Boltzmann Machine Learning with a Parallel, Persistent Markov chain Monte Carlo method for Estimating Evolutionary Fields and Couplings from a Protein Multiple Sequence Alignment

TL;DR

This paper introduces a parallel, persistent Markov chain Monte Carlo method combined with stochastic gradient descent to efficiently estimate evolutionary fields and couplings in proteins from sequence alignments, improving contact prediction accuracy.

Contribution

It presents a novel, computationally efficient approach for estimating evolutionary parameters in proteins using a parallel MCMC and tailored hyperparameter adjustment.

Findings

Applied to eight protein families with successful results.

Improved contact residue pair prediction accuracy.

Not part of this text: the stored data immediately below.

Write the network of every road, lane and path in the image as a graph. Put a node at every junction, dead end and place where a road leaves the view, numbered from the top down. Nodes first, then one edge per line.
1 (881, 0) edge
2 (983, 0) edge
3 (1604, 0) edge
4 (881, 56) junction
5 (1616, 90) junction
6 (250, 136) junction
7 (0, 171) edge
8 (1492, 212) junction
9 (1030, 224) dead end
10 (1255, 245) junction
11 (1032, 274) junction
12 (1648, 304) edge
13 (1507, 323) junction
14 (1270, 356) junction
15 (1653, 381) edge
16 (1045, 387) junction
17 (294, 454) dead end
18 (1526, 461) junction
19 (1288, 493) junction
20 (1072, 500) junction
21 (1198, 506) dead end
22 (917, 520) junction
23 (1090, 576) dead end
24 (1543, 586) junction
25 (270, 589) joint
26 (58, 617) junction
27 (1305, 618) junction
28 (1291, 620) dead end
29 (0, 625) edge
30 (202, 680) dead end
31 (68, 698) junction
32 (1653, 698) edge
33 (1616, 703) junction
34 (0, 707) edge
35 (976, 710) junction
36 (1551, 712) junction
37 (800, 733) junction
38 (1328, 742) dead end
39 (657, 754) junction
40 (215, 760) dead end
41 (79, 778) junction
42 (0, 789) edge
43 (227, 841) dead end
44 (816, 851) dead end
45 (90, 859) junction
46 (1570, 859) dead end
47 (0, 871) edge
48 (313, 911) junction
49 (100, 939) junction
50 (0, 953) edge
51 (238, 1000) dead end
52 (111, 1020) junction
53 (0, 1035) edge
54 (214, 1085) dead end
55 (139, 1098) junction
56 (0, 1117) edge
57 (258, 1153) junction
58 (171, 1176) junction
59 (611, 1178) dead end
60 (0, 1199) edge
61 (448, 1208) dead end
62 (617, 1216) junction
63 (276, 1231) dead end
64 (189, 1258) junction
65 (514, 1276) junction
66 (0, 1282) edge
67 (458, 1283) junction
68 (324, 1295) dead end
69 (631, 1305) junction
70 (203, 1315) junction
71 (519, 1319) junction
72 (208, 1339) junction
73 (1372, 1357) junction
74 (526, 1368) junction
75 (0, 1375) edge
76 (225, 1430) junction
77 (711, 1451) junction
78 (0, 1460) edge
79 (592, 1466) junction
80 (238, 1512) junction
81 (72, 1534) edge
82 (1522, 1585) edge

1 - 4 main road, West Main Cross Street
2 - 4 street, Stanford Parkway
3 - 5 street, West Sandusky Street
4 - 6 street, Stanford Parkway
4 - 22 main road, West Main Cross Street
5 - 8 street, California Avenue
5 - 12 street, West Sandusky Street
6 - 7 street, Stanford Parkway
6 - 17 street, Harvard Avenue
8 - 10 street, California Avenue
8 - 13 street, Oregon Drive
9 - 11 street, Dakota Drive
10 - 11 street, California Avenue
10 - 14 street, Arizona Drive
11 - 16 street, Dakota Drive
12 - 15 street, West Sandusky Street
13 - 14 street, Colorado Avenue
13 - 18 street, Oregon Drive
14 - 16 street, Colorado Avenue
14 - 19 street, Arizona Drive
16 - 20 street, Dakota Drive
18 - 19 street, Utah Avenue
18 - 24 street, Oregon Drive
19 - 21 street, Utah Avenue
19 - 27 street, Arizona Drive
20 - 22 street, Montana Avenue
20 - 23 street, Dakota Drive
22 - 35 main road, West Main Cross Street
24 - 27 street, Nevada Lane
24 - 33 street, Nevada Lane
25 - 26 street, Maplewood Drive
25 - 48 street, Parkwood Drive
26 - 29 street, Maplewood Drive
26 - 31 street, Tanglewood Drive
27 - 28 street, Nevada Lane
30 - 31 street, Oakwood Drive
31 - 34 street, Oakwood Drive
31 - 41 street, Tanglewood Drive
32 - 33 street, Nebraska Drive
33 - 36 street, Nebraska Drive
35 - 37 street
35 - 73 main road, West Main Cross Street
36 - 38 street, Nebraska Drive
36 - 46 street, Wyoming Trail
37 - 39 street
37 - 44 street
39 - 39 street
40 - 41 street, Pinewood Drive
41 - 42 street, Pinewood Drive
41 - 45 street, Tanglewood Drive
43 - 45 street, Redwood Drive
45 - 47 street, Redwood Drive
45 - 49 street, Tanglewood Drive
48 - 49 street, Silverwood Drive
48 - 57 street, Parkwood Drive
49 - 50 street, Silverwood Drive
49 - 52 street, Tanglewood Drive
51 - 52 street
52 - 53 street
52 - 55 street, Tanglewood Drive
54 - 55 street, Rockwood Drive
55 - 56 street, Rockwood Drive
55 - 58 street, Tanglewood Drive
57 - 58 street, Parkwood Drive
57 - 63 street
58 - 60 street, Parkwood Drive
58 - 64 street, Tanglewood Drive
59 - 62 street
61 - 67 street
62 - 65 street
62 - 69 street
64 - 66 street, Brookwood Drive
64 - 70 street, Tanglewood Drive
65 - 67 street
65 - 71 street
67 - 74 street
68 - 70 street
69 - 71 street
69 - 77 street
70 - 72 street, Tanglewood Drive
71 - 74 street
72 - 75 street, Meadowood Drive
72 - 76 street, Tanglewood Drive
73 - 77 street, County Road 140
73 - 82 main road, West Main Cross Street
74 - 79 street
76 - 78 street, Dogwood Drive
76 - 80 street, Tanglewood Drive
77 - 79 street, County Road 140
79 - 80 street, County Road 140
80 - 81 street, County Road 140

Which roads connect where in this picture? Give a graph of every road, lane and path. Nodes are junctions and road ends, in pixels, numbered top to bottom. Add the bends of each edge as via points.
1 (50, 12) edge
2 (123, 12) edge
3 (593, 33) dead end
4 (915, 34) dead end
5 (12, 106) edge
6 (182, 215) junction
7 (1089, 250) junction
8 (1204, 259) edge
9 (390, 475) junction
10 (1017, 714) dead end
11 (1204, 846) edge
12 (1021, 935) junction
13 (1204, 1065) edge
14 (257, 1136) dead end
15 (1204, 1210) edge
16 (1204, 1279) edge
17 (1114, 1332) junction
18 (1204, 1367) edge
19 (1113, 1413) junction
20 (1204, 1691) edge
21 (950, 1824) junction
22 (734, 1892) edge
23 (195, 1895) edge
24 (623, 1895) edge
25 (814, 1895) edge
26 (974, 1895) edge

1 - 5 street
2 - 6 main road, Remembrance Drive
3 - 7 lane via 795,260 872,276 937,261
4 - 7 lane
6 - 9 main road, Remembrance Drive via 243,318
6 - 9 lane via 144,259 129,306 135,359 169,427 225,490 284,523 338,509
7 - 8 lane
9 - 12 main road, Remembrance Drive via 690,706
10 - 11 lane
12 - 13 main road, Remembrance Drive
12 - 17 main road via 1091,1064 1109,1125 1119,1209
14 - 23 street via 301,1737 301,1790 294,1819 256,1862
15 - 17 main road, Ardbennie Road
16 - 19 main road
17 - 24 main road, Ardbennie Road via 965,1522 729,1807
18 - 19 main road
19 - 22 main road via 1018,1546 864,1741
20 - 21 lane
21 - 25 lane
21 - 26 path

Reduced computational time for Boltzmann machine learning.

Abstract

The inverse Potts problem for estimating evolutionary single-site fields and pairwise couplings in homologous protein sequences from their single-site and pairwise amino acid frequencies observed in their multiple sequence alignment would be still one of useful methods in the studies of protein structure and evolution. Since the reproducibility of fields and couplings are the most important, the Boltzmann machine method is employed here, although it is computationally intensive. In order to reduce computational time required for the Boltzmann machine, parallel, persistent Markov chain Monte Carlo method is employed to estimate the single-site and pairwise marginal distributions in each learning step. Also, stochastic gradient descent methods are used to reduce computational time for each learning. Another problem is how to adjust the values of hyperparameters; there are two regularization parameters for evolutionary fields and couplings. The precision of contact residue pair prediction is often used to adjust the hyperparameters. However, it is not sensitive to these regularization parameters. Here, they are adjusted for the fields and couplings to satisfy a specific condition that is appropriate for protein conformations. This method has been applied to eight protein families.